(Stored items from a collection)
::::::

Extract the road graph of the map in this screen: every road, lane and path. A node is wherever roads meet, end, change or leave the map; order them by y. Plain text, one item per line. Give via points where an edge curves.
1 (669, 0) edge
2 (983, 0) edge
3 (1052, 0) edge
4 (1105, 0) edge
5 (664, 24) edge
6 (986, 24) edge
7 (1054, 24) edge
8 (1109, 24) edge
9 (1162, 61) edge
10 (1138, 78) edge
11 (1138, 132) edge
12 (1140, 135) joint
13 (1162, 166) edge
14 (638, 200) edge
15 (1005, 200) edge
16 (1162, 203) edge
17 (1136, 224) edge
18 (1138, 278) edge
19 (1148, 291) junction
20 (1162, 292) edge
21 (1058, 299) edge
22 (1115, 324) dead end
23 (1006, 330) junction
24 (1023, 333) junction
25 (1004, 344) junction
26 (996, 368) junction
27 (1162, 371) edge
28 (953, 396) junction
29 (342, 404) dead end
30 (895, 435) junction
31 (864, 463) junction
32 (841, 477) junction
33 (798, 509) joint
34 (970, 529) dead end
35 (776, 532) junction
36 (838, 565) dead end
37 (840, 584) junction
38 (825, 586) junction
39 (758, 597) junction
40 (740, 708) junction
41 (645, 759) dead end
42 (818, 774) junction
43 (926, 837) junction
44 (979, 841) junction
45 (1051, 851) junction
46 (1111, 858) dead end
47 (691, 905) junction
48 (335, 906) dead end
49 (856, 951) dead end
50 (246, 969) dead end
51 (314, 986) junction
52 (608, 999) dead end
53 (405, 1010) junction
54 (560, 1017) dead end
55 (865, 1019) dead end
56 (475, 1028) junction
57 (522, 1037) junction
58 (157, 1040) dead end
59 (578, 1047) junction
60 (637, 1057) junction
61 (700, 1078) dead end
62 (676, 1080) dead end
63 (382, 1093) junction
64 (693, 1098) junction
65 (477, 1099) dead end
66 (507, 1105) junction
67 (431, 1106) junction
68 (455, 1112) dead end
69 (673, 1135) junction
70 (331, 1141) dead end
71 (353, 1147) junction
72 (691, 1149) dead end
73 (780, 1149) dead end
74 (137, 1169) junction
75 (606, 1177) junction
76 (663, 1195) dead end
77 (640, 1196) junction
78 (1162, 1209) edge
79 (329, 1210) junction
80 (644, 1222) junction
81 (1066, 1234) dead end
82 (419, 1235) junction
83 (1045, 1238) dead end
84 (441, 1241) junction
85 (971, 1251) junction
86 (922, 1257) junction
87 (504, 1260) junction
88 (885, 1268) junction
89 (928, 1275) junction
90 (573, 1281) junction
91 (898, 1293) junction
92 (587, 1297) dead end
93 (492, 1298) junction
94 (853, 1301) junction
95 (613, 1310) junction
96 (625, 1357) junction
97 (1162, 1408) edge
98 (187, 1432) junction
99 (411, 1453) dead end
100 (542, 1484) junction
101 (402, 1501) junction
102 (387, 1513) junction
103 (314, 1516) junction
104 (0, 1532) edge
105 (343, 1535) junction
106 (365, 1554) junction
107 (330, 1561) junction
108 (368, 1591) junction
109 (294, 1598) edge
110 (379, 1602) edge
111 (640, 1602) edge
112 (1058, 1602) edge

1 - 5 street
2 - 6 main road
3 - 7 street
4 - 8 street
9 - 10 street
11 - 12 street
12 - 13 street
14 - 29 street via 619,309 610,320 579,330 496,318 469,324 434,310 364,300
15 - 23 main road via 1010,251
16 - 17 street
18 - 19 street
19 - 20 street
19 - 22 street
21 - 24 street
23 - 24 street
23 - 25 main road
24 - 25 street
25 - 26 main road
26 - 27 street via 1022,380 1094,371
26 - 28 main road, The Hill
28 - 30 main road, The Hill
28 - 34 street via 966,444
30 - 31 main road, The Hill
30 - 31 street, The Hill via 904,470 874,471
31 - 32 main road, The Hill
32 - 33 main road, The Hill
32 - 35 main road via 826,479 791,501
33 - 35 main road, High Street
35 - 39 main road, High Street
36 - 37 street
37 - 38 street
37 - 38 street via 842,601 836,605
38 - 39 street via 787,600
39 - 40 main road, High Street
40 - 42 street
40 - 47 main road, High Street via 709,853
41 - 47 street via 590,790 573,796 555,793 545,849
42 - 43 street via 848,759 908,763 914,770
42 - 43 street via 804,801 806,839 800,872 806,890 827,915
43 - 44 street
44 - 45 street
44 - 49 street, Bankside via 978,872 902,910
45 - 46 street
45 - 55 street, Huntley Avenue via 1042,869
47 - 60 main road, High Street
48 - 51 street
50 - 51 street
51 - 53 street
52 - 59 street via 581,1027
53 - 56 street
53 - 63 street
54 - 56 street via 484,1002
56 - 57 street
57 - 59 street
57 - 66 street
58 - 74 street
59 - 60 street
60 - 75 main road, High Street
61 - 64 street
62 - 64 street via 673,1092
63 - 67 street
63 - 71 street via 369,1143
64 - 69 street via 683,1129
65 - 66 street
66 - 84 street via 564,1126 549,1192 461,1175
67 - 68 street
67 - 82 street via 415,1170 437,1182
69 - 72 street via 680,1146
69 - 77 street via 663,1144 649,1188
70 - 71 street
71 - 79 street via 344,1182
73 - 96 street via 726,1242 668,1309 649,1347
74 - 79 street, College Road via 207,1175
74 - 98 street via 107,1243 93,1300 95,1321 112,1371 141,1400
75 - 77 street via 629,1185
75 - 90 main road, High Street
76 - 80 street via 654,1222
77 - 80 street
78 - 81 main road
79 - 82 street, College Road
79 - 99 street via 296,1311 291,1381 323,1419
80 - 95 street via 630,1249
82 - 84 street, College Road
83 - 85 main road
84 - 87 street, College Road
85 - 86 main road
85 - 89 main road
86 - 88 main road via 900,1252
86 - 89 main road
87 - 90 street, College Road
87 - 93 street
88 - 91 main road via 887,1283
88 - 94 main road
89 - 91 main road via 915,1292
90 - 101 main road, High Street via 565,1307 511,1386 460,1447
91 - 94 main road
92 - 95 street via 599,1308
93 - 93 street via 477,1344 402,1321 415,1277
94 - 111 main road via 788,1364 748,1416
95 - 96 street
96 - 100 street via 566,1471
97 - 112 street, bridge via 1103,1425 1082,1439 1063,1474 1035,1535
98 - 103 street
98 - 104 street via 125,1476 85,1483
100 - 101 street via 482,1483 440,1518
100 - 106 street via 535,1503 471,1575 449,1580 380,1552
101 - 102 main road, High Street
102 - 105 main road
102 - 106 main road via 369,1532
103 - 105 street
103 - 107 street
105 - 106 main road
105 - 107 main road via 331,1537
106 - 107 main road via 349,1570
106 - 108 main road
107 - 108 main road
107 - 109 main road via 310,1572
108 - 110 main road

::::::

→ **Exercise requirements**:
Every entry above should be retyped exactly as it appears.

→ **Result**:
Extract the road graph of the map in this screen: every road, lane and path. A node is wherever roads meet, end, change or leave the map; order them by y. Plain text, one item per line. Give via points where an edge curves.
1 (669, 0) edge
2 (983, 0) edge
3 (1052, 0) edge
4 (1105, 0) edge
5 (664, 24) edge
6 (986, 24) edge
7 (1054, 24) edge
8 (1109, 24) edge
9 (1162, 61) edge
10 (1138, 78) edge
11 (1138, 132) edge
12 (1140, 135) joint
13 (1162, 166) edge
14 (638, 200) edge
15 (1005, 200) edge
16 (1162, 203) edge
17 (1136, 224) edge
18 (1138, 278) edge
19 (1148, 291) junction
20 (1162, 292) edge
21 (1058, 299) edge
22 (1115, 324) dead end
23 (1006, 330) junction
24 (1023, 333) junction
25 (1004, 344) junction
26 (996, 368) junction
27 (1162, 371) edge
28 (953, 396) junction
29 (342, 404) dead end
30 (895, 435) junction
31 (864, 463) junction
32 (841, 477) junction
33 (798, 509) joint
34 (970, 529) dead end
35 (776, 532) junction
36 (838, 565) dead end
37 (840, 584) junction
38 (825, 586) junction
39 (758, 597) junction
40 (740, 708) junction
41 (645, 759) dead end
42 (818, 774) junction
43 (926, 837) junction
44 (979, 841) junction
45 (1051, 851) junction
46 (1111, 858) dead end
47 (691, 905) junction
48 (335, 906) dead end
49 (856, 951) dead end
50 (246, 969) dead end
51 (314, 986) junction
52 (608, 999) dead end
53 (405, 1010) junction
54 (560, 1017) dead end
55 (865, 1019) dead end
56 (475, 1028) junction
57 (522, 1037) junction
58 (157, 1040) dead end
59 (578, 1047) junction
60 (637, 1057) junction
61 (700, 1078) dead end
62 (676, 1080) dead end
63 (382, 1093) junction
64 (693, 1098) junction
65 (477, 1099) dead end
66 (507, 1105) junction
67 (431, 1106) junction
68 (455, 1112) dead end
69 (673, 1135) junction
70 (331, 1141) dead end
71 (353, 1147) junction
72 (691, 1149) dead end
73 (780, 1149) dead end
74 (137, 1169) junction
75 (606, 1177) junction
76 (663, 1195) dead end
77 (640, 1196) junction
78 (1162, 1209) edge
79 (329, 1210) junction
80 (644, 1222) junction
81 (1066, 1234) dead end
82 (419, 1235) junction
83 (1045, 1238) dead end
84 (441, 1241) junction
85 (971, 1251) junction
86 (922, 1257) junction
87 (504, 1260) junction
88 (885, 1268) junction
89 (928, 1275) junction
90 (573, 1281) junction
91 (898, 1293) junction
92 (587, 1297) dead end
93 (492, 1298) junction
94 (853, 1301) junction
95 (613, 1310) junction
96 (625, 1357) junction
97 (1162, 1408) edge
98 (187, 1432) junction
99 (411, 1453) dead end
100 (542, 1484) junction
101 (402, 1501) junction
102 (387, 1513) junction
103 (314, 1516) junction
104 (0, 1532) edge
105 (343, 1535) junction
106 (365, 1554) junction
107 (330, 1561) junction
108 (368, 1591) junction
109 (294, 1598) edge
110 (379, 1602) edge
111 (640, 1602) edge
112 (1058, 1602) edge

1 - 5 street
2 - 6 main road
3 - 7 street
4 - 8 street
9 - 10 street
11 - 12 street
12 - 13 street
14 - 29 street via 619,309 610,320 579,330 496,318 469,324 434,310 364,300
15 - 23 main road via 1010,251
16 - 17 street
18 - 19 street
19 - 20 street
19 - 22 street
21 - 24 street
23 - 24 street
23 - 25 main road
24 - 25 street
25 - 26 main road
26 - 27 street via 1022,380 1094,371
26 - 28 main road, The Hill
28 - 30 main road, The Hill
28 - 34 street via 966,444
30 - 31 main road, The Hill
30 - 31 street, The Hill via 904,470 874,471
31 - 32 main road, The Hill
32 - 33 main road, The Hill
32 - 35 main road via 826,479 791,501
33 - 35 main road, High Street
35 - 39 main road, High Street
36 - 37 street
37 - 38 street
37 - 38 street via 842,601 836,605
38 - 39 street via 787,600
39 - 40 main road, High Street
40 - 42 street
40 - 47 main road, High Street via 709,853
41 - 47 street via 590,790 573,796 555,793 545,849
42 - 43 street via 848,759 908,763 914,770
42 - 43 street via 804,801 806,839 800,872 806,890 827,915
43 - 44 street
44 - 45 street
44 - 49 street, Bankside via 978,872 902,910
45 - 46 street
45 - 55 street, Huntley Avenue via 1042,869
47 - 60 main road, High Street
48 - 51 street
50 - 51 street
51 - 53 street
52 - 59 street via 581,1027
53 - 56 street
53 - 63 street
54 - 56 street via 484,1002
56 - 57 street
57 - 59 street
57 - 66 street
58 - 74 street
59 - 60 street
60 - 75 main road, High Street
61 - 64 street
62 - 64 street via 673,1092
63 - 67 street
63 - 71 street via 369,1143
64 - 69 street via 683,1129
65 - 66 street
66 - 84 street via 564,1126 549,1192 461,1175
67 - 68 street
67 - 82 street via 415,1170 437,1182
69 - 72 street via 680,1146
69 - 77 street via 663,1144 649,1188
70 - 71 street
71 - 79 street via 344,1182
73 - 96 street via 726,1242 668,1309 649,1347
74 - 79 street, College Road via 207,1175
74 - 98 street via 107,1243 93,1300 95,1321 112,1371 141,1400
75 - 77 street via 629,1185
75 - 90 main road, High Street
76 - 80 street via 654,1222
77 - 80 street
78 - 81 main road
79 - 82 street, College Road
79 - 99 street via 296,1311 291,1381 323,1419
80 - 95 street via 630,1249
82 - 84 street, College Road
83 - 85 main road
84 - 87 street, College Road
85 - 86 main road
85 - 89 main road
86 - 88 main road via 900,1252
86 - 89 main road
87 - 90 street, College Road
87 - 93 street
88 - 91 main road via 887,1283
88 - 94 main road
89 - 91 main road via 915,1292
90 - 101 main road, High Street via 565,1307 511,1386 460,1447
91 - 94 main road
92 - 95 street via 599,1308
93 - 93 street via 477,1344 402,1321 415,1277
94 - 111 main road via 788,1364 748,1416
95 - 96 street
96 - 100 street via 566,1471
97 - 112 street, bridge via 1103,1425 1082,1439 1063,1474 1035,1535
98 - 103 street
98 - 104 street via 125,1476 85,1483
100 - 101 street via 482,1483 440,1518
100 - 106 street via 535,1503 471,1575 449,1580 380,1552
101 - 102 main road, High Street
102 - 105 main road
102 - 106 main road via 369,1532
103 - 105 street
103 - 107 street
105 - 106 main road
105 - 107 main road via 331,1537
106 - 107 main road via 349,1570
106 - 108 main road
107 - 108 main road
107 - 109 main road via 310,1572
108 - 110 main road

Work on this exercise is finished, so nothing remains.